ACCORDINGLY, in consideration of the mutual covenants herein contained, the parties agree as follows:

1.  Landlord hereby consents to the assignment of the Lease by Assignor to Assignee pursuant to the Assignment and Assumption annexed hereto as Exhibit A, but subject to the terms and provisions of this Consent.

2.  Assignor and Assignee acknowledge and agree that the Lease expiration date is June 30, 2014.

3.  This consent shall not be deemed a consent to the alteration of the Demised Premises, to the subletting of all or any portion of the Demised Premises, or to the further assignment of the Lease. Pursuant to the Lease, Landlord’s consent in writing must be obtained prior to any further assignment of the Lease and prior to any alteration or subletting of the Demised Premises.

4.  Assignee hereby assumes all of the obligations of Assignor arising under the Lease from and after the Commencement Date of the Lease and agrees to be bound by and to perform all of the terms, covenants, agreements, provisions, and conditions of the Lease on Assignor’s part to be performed or observed from and after the Commencement Date of the Lease.

5.  This Consent, the occupancy of the Demised Premises by Assignee, the assumption of Assignor’s obligations by Assignee, and the acceptance of rent by Landlord from Assignee shall not be deemed to be a waiver or release of any of the obligations of Assignor under the Lease.

6.  The liability of Assignor under the Lease, and the due performance by Assignor of the obligations on its part to be performed under the Lease, shall not be discharged, released or impaired in any respect by an agreement or stipulation made by Landlord or any grantee or assignee of Landlord, by way of mortgage or otherwise, extending the time of, or modifying or amending any of the obligations contained in the Lease, or by any waiver or failure of Landlord to enforce any of the obligations on Assignor’s part to be performed under the Lease. If any such agreement or modification operates to increase the obligations of Assignee, or any of its successors or permitted assigns, under the Lease, the liability of Assignor or any of its successors in interest (unless such party shall have expressly consented in writing to such agreement or modification) shall continue to be no greater than if such agreement or modification had not been made. To charge Assignor and its successors in interest, no demand or notice of any default shall be required. Assignor for itself and each of its successors in interest hereby expressly waive any such demand or notice.

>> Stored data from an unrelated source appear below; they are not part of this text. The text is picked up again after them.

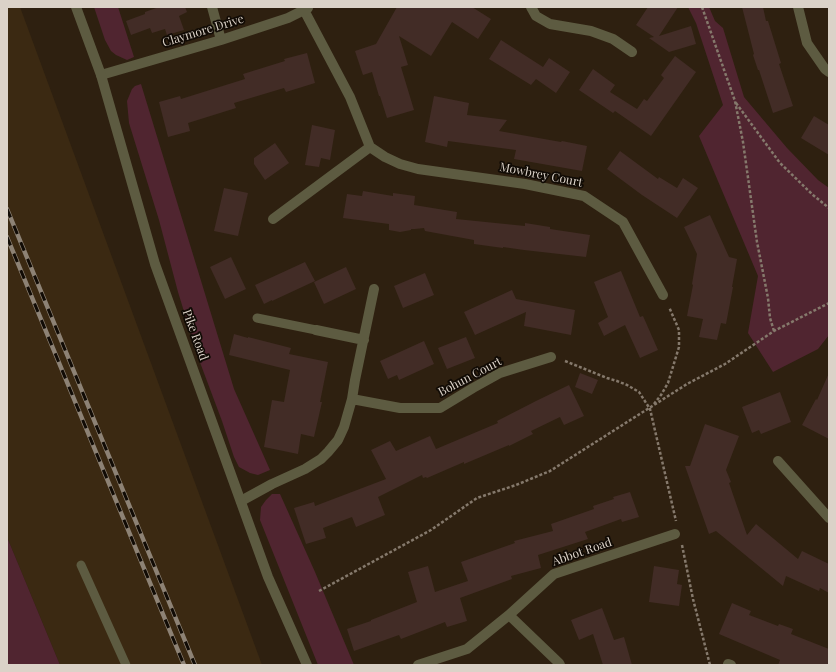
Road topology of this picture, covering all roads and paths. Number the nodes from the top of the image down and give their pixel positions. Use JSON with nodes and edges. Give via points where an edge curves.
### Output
{"nodes":[{"id":1,"x":76,"y":7,"type":"edge"},
{"id":2,"x":212,"y":7,"type":"edge"},
{"id":3,"x":530,"y":7,"type":"edge"},
{"id":4,"x":702,"y":7,"type":"edge"},
{"id":5,"x":798,"y":7,"type":"edge"},
{"id":6,"x":307,"y":9,"type":"edge"},
{"id":7,"x":221,"y":40,"type":"junction"},
{"id":8,"x":632,"y":52,"type":"dead end"},
{"id":9,"x":829,"y":72,"type":"edge"},
{"id":10,"x":101,"y":75,"type":"junction"},
{"id":11,"x":735,"y":101,"type":"junction"},
{"id":12,"x":370,"y":146,"type":"junction"},
{"id":13,"x":829,"y":208,"type":"edge"},
{"id":14,"x":273,"y":219,"type":"dead end"},
{"id":15,"x":374,"y":289,"type":"dead end"},
{"id":16,"x":663,"y":295,"type":"joint"},
{"id":17,"x":829,"y":304,"type":"edge"},
{"id":18,"x":257,"y":318,"type":"dead end"},
{"id":19,"x":316,"y":330,"type":"joint"},
{"id":20,"x":774,"y":332,"type":"junction"},
{"id":21,"x":364,"y":340,"type":"junction"},
{"id":22,"x":551,"y":357,"type":"joint"},
{"id":23,"x":352,"y":399,"type":"junction"},
{"id":24,"x":650,"y":409,"type":"junction"},
{"id":25,"x":778,"y":461,"type":"dead end"},
{"id":26,"x":241,"y":501,"type":"junction"},
{"id":27,"x":829,"y":518,"type":"edge"},
{"id":28,"x":677,"y":534,"type":"junction"},
{"id":29,"x":81,"y":565,"type":"dead end"},
{"id":30,"x":319,"y":591,"type":"dead end"},
{"id":31,"x":510,"y":615,"type":"junction"},
{"id":32,"x":126,"y":665,"type":"edge"},
{"id":33,"x":307,"y":665,"type":"edge"},
{"id":34,"x":418,"y":665,"type":"edge"},
{"id":35,"x":560,"y":665,"type":"edge"},
{"id":36,"x":710,"y":665,"type":"edge"}],
"edges":[{"from":1,"to":10,"type":"street","name":"Pike Road"},
{"from":2,"to":7,"type":"street"},
{"from":3,"to":8,"type":"street","via":[[536,16],[550,24],[591,31],[613,39]]},
{"from":4,"to":11,"type":"path"},
{"from":5,"to":9,"type":"street","via":[[807,43]]},
{"from":6,"to":7,"type":"street","name":"Claymore Drive","via":[[288,18]]},
{"from":6,"to":12,"type":"street","via":[[350,97]]},
{"from":7,"to":10,"type":"street","name":"Claymore Drive"},
{"from":10,"to":26,"type":"street","name":"Pike Road","via":[[155,264]]},
{"from":11,"to":13,"type":"path","via":[[780,162]]},
{"from":11,"to":20,"type":"path"},
{"from":12,"to":14,"type":"street"},
{"from":12,"to":16,"type":"street","name":"Mowbrey Court","via":[[386,158],[418,169],[525,184],[584,196],[622,222]]},
{"from":15,"to":21,"type":"street"},
{"from":16,"to":24,"type":"path","via":[[679,330],[679,347],[668,383]]},
{"from":17,"to":20,"type":"path"},
{"from":18,"to":19,"type":"lane"},
{"from":19,"to":21,"type":"street"},
{"from":20,"to":24,"type":"path"},
{"from":21,"to":23,"type":"street"},
{"from":22,"to":23,"type":"street","name":"Bohun Court","via":[[500,373],[440,408],[400,408]]},
{"from":22,"to":24,"type":"path","via":[[627,385],[639,392]]},
{"from":23,"to":26,"type":"street","via":[[338,440],[321,459]]},
{"from":24,"to":28,"type":"path"},
{"from":24,"to":30,"type":"path","via":[[550,471],[516,486],[477,498],[431,530]]},
{"from":25,"to":27,"type":"street"},
{"from":26,"to":33,"type":"street","name":"Pike Road","via":[[268,577]]},
{"from":28,"to":31,"type":"street","name":"Abbot Road","via":[[554,574]]},
{"from":28,"to":36,"type":"path"},
{"from":29,"to":32,"type":"lane"},
{"from":31,"to":34,"type":"street","name":"Abbot Road","via":[[467,649]]},
{"from":31,"to":35,"type":"street"}]}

7.  Assignor represents that, as of the date hereof, all of the obligations of Landlord under the Lease have been complied with and performed by Landlord and any payments required to be made by Landlord to Assignor under the Lease have been made.

8.  Assignee and Assignor each represents and warrants to Landlord that (a) the information supplied to Landlord by each of Assignee and Assignor in connection with obtaining this Consent (including, but not limited to, all summaries, financial statements, notices, and other documents) is true and complete; (b) no consideration has been or will be paid by Assignee for or in connection with the assignment of the Lease or the sale of any furniture, furnishings, fixtures, or improvements in the Demised Premises that has not been disclosed in the Assignment and Assumption; and (c) Exhibit A is a complete and correct copy of the Assignment and Assumption and that there are no other agreements between them relating to the Assignment and Assumption, or the use or occupancy of the Demised Premises or the furniture, furnishings fixtures, or improvements therein. The representations and warranties contained in this paragraph shall be deemed incorporated in the Lease and the inaccuracy of any of such representations and warranties shall constitute a default under the Lease entitling Landlord to exercise any or all of the remedies for default provided in the Lease or otherwise available at law or in equity, provided, however, that each of Assignor and Assignee shall be responsible only for its own misstatements under clause (a) above.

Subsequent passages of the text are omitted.